Logic, reason and an appropriate appreciation of what is possible in the art of the possible — even when discussing John McCain — are not a novel idea. Ed Morrissey wrote[4], last April, as follows:

McCain . . . sits to the left of his party on two key issues: immigration and free speech. McCain has backed away from his partnership with Ted Kennedy on comprehensive immigration reform, but his efforts last year to give citizenship to millions of people who entered the country illegally did not do much to bolster his conservative credentials. On that score, though, I can understand his policy and believe it to have more national-security benefits than most of his other detractors. His efforts to curtail political speech in the form of the BCRA, however, are a blight on American politics, and one for which McCain offers no apologies.

That all being said, Goldberg has a point. Giuliani supported the BCRA as well, and so did Mitt Romney until he didn’t. Fred Thompson, the potential White Knight, voted for the BCRA, one of only eleven Republican Senators to do so. Even McCain now supports a border-first security plan as part of immigration reform. McCain has been far more conservative than his two fellow front-runners over the course of his career. Is the anti-McCain sentiment among Republican conservatives an immature grudge, as Goldberg argues here, or a reasoned final position?
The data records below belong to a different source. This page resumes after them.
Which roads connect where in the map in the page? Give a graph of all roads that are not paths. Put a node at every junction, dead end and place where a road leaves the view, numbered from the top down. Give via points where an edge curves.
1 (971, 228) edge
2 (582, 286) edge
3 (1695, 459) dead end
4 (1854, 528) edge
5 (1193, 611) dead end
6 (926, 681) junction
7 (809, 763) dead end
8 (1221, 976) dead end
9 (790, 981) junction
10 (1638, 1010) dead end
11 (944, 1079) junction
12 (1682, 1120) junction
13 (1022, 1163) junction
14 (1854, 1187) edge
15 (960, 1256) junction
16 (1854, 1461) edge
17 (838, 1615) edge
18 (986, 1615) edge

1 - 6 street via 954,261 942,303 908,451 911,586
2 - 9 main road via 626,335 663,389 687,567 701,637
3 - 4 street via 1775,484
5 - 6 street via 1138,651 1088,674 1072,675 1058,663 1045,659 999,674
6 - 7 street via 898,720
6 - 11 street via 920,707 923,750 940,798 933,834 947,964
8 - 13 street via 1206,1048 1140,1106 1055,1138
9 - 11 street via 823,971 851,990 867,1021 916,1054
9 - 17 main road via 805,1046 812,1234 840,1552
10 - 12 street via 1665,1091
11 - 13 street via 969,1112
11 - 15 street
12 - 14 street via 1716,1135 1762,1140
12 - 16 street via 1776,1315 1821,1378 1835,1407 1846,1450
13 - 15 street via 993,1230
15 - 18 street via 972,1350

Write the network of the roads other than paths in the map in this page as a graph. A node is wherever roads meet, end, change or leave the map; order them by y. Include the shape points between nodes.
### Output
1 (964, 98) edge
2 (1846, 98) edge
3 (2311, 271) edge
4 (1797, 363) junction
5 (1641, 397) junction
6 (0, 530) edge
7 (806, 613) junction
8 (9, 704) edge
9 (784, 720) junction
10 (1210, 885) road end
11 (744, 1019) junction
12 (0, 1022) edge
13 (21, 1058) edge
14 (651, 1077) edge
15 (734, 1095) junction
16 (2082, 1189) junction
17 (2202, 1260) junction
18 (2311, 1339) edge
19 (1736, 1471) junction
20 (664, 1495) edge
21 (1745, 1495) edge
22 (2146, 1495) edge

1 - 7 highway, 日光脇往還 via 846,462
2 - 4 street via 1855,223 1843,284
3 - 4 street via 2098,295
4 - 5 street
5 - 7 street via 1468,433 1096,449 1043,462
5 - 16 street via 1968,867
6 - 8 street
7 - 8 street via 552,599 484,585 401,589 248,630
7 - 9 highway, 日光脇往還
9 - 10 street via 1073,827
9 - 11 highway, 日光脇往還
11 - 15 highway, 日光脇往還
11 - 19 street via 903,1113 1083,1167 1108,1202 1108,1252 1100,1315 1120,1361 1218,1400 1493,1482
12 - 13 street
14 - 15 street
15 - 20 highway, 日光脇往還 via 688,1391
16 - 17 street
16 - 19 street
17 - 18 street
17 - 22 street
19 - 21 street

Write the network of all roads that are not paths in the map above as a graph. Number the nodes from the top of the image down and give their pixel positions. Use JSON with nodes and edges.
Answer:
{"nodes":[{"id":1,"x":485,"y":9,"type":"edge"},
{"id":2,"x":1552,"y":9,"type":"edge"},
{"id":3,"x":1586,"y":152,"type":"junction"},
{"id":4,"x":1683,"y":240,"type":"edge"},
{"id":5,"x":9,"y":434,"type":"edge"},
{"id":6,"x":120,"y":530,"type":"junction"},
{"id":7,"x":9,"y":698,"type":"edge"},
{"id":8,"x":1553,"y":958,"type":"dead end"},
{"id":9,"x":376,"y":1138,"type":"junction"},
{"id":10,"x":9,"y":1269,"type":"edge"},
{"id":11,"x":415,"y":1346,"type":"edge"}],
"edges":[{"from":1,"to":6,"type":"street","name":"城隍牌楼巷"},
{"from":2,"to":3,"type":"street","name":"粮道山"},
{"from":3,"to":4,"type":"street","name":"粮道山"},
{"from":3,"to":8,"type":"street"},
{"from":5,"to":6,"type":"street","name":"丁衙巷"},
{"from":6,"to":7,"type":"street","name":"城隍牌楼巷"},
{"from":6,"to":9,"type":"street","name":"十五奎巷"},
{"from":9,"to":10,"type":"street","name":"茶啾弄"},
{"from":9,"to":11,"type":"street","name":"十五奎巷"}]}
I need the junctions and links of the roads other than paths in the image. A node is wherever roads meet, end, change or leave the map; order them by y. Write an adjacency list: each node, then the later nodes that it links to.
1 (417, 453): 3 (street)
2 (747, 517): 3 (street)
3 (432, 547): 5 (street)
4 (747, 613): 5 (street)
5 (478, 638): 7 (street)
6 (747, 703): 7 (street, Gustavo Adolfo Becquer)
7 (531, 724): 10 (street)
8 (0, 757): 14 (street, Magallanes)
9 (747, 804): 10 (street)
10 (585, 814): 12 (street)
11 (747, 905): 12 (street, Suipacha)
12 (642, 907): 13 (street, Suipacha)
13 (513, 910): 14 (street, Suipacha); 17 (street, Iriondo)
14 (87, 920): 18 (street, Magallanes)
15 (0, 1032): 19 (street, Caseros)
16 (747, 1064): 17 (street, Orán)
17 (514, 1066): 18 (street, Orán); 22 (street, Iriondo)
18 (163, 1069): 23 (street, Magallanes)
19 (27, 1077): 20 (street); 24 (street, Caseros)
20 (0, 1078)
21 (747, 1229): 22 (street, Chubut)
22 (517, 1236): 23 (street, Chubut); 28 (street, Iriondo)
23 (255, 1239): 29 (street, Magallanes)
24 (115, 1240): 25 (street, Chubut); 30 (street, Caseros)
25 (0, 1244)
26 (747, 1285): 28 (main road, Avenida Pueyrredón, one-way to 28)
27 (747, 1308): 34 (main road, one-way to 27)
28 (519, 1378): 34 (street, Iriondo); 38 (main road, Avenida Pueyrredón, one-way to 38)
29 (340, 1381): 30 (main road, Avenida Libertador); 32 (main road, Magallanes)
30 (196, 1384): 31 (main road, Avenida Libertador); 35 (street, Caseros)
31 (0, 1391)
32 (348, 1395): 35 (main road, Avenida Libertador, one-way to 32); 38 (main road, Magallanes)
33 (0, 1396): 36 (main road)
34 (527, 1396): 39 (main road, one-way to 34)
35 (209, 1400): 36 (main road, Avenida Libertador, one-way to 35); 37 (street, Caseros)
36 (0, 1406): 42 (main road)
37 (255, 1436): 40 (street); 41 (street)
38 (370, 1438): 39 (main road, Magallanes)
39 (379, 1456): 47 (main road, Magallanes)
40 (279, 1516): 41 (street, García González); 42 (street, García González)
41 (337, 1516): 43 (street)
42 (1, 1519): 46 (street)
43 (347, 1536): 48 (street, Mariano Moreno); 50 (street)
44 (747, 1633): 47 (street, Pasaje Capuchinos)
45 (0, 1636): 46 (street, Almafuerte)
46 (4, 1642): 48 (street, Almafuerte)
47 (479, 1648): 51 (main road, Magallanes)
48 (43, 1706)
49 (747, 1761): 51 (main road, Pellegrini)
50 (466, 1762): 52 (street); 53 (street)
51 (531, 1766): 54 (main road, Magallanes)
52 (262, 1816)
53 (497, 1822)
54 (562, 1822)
Conservatives: Look at the body of work. Look at the electorate, both the one that put the man into office and the one that you hope will put the next Republican into office. And, notwithstanding the attention-sucking Ann Coulters of the world, take a cold, hard look at life and law under the alternative outcome. And line up behind the GOP nominee, and fight to win this election, this year, for this country — not the made up ones that will never be.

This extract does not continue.